> _Data extracts_
——
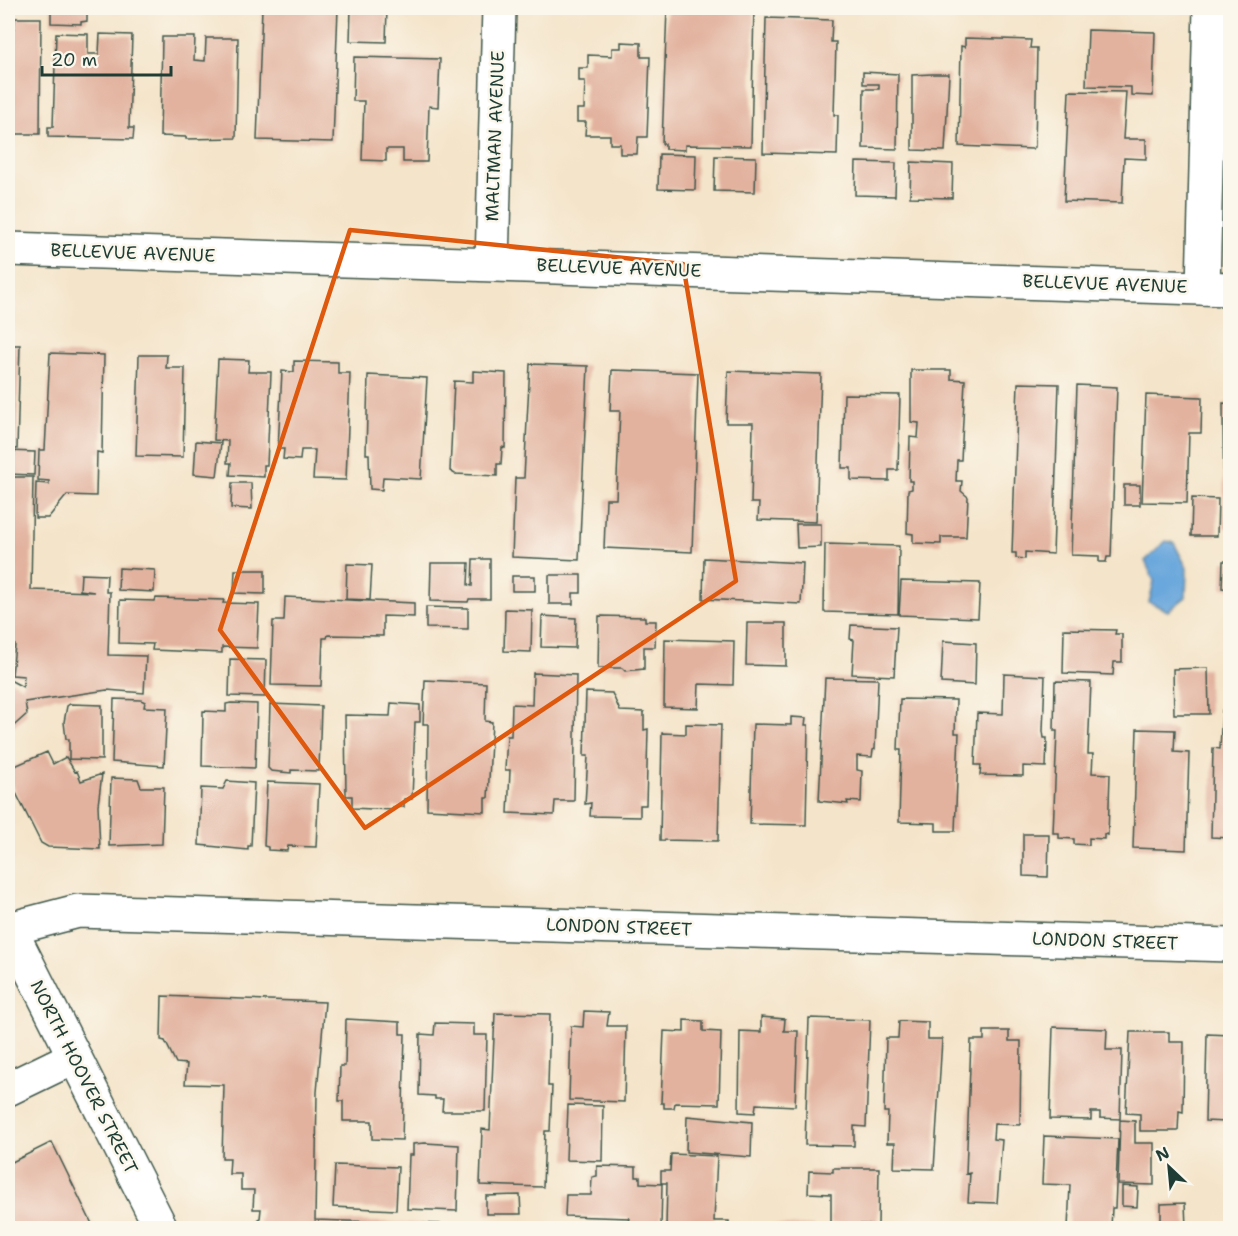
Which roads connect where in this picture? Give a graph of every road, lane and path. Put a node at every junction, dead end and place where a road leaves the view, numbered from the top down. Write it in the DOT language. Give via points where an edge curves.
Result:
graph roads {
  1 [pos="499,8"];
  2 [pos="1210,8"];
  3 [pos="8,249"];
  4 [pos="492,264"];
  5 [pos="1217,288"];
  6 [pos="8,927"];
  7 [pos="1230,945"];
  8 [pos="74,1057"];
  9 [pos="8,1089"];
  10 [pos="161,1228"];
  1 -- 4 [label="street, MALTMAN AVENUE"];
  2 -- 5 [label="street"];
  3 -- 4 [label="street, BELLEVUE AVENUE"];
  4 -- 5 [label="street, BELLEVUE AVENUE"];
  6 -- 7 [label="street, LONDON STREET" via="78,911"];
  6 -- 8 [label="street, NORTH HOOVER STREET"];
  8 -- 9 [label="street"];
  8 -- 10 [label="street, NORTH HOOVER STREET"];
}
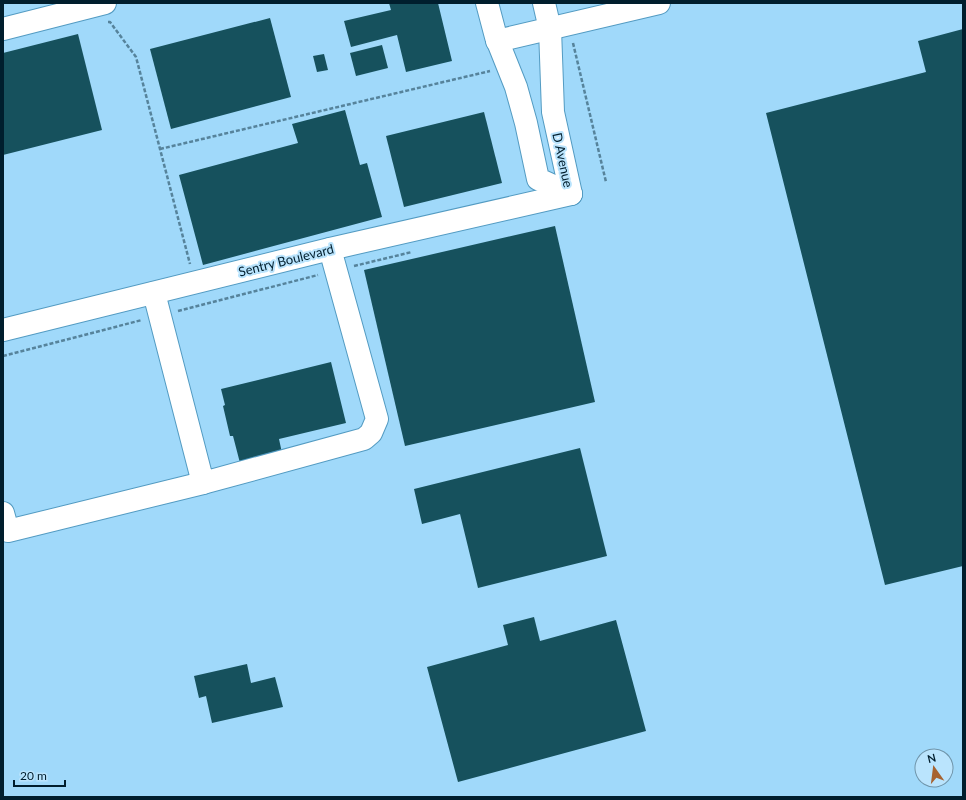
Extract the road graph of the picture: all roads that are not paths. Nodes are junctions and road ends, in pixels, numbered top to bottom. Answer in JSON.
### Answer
——
> _Task statement_
Say how many lines in the listing above hold "Answer". Give the number only.

> _Exercise result_
2